◆ YOUR INSTRUCTIONS: Looking at the records below, state how many lines include the string "Arreola" and add nothing further.

◆ EXTRACTED DATA:
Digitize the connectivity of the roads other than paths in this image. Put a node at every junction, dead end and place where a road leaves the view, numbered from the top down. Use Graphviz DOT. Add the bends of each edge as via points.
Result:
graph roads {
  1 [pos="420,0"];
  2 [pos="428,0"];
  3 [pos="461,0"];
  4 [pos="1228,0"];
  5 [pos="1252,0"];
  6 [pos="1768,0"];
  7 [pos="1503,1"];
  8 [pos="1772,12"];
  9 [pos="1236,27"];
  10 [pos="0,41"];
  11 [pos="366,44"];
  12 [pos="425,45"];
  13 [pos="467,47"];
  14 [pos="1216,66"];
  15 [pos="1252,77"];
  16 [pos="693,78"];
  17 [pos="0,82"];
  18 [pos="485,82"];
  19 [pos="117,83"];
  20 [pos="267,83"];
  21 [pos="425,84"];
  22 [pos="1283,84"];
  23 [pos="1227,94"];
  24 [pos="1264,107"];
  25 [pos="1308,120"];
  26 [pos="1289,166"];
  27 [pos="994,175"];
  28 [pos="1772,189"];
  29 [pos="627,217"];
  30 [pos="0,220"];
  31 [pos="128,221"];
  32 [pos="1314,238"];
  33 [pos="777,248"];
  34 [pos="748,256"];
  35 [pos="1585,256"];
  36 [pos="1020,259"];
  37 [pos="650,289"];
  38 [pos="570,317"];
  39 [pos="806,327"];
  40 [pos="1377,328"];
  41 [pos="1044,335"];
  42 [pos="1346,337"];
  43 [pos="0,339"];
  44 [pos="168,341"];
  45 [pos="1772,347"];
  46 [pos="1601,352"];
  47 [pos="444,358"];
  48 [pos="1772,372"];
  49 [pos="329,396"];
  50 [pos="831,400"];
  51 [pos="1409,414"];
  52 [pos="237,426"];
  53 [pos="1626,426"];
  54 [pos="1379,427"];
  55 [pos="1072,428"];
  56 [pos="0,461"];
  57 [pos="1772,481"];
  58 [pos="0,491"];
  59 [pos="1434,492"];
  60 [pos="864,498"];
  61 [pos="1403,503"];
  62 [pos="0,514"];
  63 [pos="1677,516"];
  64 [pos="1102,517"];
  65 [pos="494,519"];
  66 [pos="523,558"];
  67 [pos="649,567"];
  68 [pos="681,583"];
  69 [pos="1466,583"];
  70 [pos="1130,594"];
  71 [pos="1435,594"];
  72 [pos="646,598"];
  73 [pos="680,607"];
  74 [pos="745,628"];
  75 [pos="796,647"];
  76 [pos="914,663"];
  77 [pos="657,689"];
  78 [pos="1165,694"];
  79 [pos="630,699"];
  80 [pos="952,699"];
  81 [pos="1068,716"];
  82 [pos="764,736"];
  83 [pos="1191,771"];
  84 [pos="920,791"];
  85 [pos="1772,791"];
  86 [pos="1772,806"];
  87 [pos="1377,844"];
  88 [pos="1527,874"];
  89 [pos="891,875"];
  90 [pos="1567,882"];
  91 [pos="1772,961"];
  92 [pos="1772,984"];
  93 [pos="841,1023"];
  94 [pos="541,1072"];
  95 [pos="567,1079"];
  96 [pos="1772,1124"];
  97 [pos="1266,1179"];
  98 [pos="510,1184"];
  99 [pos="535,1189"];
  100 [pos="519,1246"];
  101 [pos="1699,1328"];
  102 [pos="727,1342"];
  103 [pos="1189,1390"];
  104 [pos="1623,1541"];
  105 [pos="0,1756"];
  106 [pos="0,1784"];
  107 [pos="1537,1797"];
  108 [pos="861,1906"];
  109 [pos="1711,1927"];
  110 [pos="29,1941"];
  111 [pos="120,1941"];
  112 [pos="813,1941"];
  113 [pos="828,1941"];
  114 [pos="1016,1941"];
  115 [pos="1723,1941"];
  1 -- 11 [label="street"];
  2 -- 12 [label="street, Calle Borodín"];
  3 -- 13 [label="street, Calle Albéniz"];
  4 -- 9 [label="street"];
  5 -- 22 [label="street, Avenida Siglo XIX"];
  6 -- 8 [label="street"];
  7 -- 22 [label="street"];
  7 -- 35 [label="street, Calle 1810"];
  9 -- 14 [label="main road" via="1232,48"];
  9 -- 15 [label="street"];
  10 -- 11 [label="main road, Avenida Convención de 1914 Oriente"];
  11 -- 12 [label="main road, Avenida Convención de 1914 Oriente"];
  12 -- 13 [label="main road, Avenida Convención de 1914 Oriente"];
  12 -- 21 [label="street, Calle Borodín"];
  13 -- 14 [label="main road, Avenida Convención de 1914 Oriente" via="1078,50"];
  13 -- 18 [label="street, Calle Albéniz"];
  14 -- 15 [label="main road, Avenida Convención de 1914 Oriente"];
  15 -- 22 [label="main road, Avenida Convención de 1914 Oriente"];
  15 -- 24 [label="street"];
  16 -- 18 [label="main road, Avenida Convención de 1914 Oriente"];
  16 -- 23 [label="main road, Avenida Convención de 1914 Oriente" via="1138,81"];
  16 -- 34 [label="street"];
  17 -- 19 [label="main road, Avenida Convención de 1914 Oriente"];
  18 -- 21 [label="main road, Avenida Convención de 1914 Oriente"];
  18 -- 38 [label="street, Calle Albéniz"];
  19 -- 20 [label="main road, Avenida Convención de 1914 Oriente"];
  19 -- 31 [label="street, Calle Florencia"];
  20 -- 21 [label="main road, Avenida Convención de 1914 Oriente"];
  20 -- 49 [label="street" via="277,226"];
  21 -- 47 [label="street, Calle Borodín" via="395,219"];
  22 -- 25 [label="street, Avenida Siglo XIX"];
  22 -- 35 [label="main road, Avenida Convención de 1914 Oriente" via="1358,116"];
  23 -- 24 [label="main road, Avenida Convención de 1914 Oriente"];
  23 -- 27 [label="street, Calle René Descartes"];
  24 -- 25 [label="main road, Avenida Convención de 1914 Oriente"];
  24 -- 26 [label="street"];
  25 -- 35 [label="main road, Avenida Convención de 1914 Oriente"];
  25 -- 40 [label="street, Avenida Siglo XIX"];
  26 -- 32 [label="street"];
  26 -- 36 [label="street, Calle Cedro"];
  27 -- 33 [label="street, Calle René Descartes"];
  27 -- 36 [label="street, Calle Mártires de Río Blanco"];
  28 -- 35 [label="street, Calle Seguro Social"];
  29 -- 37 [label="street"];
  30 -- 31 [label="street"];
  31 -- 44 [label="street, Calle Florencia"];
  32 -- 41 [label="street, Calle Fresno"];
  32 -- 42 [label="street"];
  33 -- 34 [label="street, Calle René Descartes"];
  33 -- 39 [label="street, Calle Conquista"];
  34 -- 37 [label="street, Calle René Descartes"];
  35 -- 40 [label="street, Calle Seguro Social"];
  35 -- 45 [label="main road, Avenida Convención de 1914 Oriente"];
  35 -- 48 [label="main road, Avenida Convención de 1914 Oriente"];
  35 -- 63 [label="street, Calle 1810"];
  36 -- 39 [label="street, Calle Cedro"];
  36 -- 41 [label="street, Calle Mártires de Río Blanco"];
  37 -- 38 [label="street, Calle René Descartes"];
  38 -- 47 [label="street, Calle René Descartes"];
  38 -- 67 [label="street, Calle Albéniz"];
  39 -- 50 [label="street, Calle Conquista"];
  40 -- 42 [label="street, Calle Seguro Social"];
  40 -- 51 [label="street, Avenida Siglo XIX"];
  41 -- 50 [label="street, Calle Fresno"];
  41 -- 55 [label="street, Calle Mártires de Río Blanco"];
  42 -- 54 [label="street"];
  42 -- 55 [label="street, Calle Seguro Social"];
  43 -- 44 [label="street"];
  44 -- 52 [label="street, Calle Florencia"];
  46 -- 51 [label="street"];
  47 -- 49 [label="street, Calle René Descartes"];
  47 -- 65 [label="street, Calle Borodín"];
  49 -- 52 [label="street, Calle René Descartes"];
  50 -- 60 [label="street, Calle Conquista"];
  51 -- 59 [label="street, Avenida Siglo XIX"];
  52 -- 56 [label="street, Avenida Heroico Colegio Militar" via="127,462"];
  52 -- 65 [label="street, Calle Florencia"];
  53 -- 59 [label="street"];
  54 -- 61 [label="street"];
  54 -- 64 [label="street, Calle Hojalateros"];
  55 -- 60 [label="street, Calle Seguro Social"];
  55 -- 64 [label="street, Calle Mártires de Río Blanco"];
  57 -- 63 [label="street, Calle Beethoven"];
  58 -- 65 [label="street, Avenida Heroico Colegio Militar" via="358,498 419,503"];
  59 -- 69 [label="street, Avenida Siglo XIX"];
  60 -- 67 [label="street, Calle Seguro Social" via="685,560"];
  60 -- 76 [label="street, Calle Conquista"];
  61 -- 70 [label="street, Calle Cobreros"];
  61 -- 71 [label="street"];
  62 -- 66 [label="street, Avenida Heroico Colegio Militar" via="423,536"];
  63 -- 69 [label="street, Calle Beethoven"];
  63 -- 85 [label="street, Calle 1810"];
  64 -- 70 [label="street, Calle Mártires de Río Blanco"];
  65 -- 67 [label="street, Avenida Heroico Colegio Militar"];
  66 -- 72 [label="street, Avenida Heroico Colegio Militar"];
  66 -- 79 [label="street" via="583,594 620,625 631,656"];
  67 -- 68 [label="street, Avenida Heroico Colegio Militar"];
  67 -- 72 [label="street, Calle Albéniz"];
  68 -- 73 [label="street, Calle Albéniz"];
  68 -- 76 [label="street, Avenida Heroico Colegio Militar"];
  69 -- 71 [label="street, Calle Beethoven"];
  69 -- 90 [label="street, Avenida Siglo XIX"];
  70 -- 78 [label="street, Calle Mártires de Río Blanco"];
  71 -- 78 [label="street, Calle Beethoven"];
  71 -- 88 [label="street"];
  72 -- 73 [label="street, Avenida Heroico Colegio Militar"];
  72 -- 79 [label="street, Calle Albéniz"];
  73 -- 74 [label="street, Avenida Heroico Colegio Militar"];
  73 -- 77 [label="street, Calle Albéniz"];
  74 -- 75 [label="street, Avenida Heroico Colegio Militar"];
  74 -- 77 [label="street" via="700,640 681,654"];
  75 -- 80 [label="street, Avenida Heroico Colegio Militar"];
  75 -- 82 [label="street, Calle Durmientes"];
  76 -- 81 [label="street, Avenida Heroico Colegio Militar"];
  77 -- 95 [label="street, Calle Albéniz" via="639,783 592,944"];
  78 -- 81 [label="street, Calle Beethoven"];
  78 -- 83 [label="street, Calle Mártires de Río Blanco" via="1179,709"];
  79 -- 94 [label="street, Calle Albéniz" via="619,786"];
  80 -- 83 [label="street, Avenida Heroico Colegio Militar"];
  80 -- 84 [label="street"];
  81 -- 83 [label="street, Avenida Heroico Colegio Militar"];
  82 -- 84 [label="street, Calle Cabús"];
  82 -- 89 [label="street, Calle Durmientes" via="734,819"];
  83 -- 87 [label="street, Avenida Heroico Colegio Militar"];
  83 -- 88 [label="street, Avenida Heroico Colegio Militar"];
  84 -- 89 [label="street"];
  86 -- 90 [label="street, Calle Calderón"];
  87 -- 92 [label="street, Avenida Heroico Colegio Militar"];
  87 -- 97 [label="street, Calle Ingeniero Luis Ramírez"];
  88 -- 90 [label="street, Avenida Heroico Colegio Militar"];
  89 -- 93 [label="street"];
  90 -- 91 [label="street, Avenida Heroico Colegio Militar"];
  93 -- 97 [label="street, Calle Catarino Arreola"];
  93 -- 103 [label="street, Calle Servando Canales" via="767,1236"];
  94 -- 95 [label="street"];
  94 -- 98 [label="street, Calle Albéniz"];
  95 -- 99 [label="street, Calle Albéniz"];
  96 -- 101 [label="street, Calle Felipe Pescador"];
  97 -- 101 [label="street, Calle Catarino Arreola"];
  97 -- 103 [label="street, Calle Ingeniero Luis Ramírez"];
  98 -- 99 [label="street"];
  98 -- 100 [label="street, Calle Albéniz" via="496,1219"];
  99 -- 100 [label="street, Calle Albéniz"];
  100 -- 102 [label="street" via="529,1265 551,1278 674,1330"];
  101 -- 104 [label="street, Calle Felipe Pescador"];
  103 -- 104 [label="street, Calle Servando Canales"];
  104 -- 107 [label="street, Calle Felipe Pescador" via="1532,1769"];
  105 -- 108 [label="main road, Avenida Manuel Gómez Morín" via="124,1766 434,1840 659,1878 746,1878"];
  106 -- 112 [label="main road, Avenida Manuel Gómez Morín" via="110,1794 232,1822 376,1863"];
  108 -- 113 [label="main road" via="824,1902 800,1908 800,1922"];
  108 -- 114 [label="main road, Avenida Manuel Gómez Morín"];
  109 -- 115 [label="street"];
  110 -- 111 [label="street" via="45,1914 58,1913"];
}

◆ ANSWER SECTION: 2